Photos: University of California Tree Failure Report Program

It’s encouraging to see residents of greater Los Angeles cutting back on lawn irrigation and/or switching to less thirsty ground-covers. But there has been an unintended consequence. Civic-minded homeowners have been under-watering — or not watering — their trees. While deciduous trees register the stress palpably enough that many homeowners are alerted to the need to irrigate, most evergreens can’t wilt. Rather, their leaves furl and their needles droop. Formerly turgid and healthy limbs become brittle and vulnerable to boring insects and the diseases that the bugs too often carry.
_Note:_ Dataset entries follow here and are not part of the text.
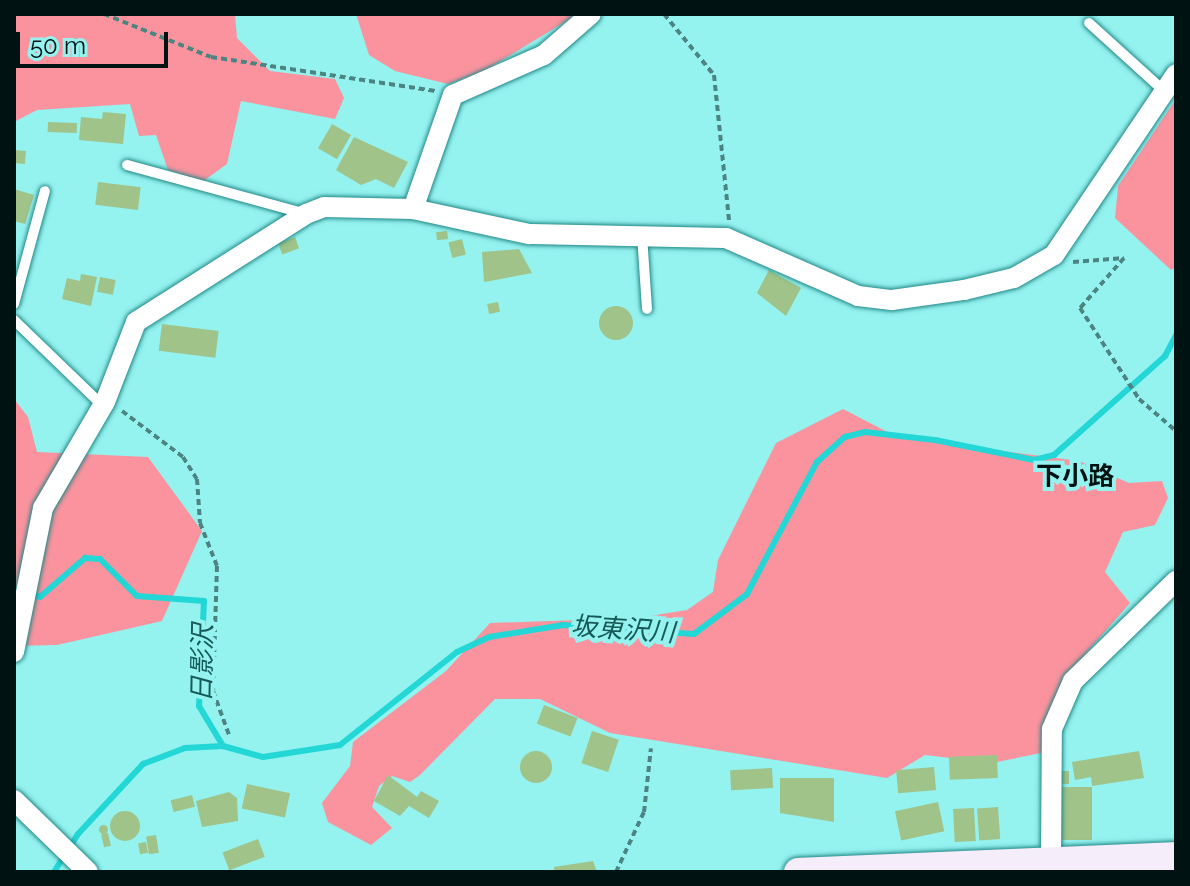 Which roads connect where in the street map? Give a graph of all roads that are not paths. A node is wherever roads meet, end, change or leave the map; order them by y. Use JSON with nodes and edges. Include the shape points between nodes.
{"nodes":[{"id":1,"x":591,"y":14,"type":"edge"},
{"id":2,"x":1089,"y":23,"type":"dead end"},
{"id":3,"x":1170,"y":82,"type":"edge"},
{"id":4,"x":127,"y":165,"type":"dead end"},
{"id":5,"x":45,"y":191,"type":"dead end"},
{"id":6,"x":413,"y":209,"type":"junction"},
{"id":7,"x":306,"y":214,"type":"junction"},
{"id":8,"x":642,"y":233,"type":"junction"},
{"id":9,"x":14,"y":304,"type":"edge"},
{"id":10,"x":647,"y":309,"type":"dead end"},
{"id":11,"x":14,"y":320,"type":"edge"},
{"id":12,"x":104,"y":404,"type":"junction"},
{"id":13,"x":1176,"y":581,"type":"edge"},
{"id":14,"x":14,"y":652,"type":"edge"},
{"id":15,"x":14,"y":800,"type":"edge"},
{"id":16,"x":1176,"y":856,"type":"edge"},
{"id":17,"x":1051,"y":857,"type":"junction"},
{"id":18,"x":88,"y":872,"type":"edge"},
{"id":19,"x":798,"y":872,"type":"edge"}],
"edges":[{"from":1,"to":6,"type":"street","via":[[544,55],[453,95]]},
{"from":2,"to":3,"type":"lane"},
{"from":3,"to":8,"type":"street","via":[[1046,263],[1014,278],[892,300],[858,296],[726,238]]},
{"from":4,"to":7,"type":"lane"},
{"from":5,"to":9,"type":"lane"},
{"from":6,"to":7,"type":"street","via":[[324,207]]},
{"from":6,"to":8,"type":"street","via":[[529,234]]},
{"from":7,"to":12,"type":"street","via":[[149,307],[124,342]]},
{"from":8,"to":10,"type":"lane"},
{"from":11,"to":12,"type":"lane"},
{"from":12,"to":14,"type":"street","via":[[43,508]]},
{"from":13,"to":17,"type":"street","via":[[1073,681],[1052,729]]},
{"from":15,"to":18,"type":"street"},
{"from":16,"to":17,"type":"main road"},
{"from":17,"to":19,"type":"main road"}]}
Stress a big tree enough and it becomes prone to what monitors of our urban canopies call “tree failure” (an interesting term for an outcome that is almost never the tree’s fault, but that of those managing it). A treeless Los Angeles would be a harsh, hot and bleak place. To prevent that from happening the Urban Forest Council has issued this brochure. Click here for more about common causes of tree failure, and here, here and here for an excellent three-part guide to planting trees from horticulturist and Rancho Santa Ana Botanic Garden fellow Barbara Eisenstein.

Comments

3 Responses to “Starve the lawn, not the tree”

  1. Leigh Adams
    October 1st, 2014 @ 11:22 pm

    I’m so glad you’re posting this. I’ve been thinking long and hard about what it would mean to lose our trees and I think it would be disastrous. I was drawn to this area 30 years ago specifically because of the trees. Both Pasadena and Altadena had a mature canopy that called to me. I see that canopy diminishing through ignorance, apathy, drought and disease. It will not be the arboreal dream site that once called me here, no, sadly, it will not.

  2. John Fleck
    October 6th, 2014 @ 8:36 pm

    Thanks, a nice reminder that I really need to do the newspaper version of this here in Albuquerque, where we’re seeing more and more dead neighborhood garden trees.

  3. Pasadena Adjacent
    October 8th, 2014 @ 8:43 pm

    I’m glad to see some protection being given trees. I’ve lost three of my ornamental plums to continuous drought. This year I said no way, no more. And if I get fined for my trouble, so be it.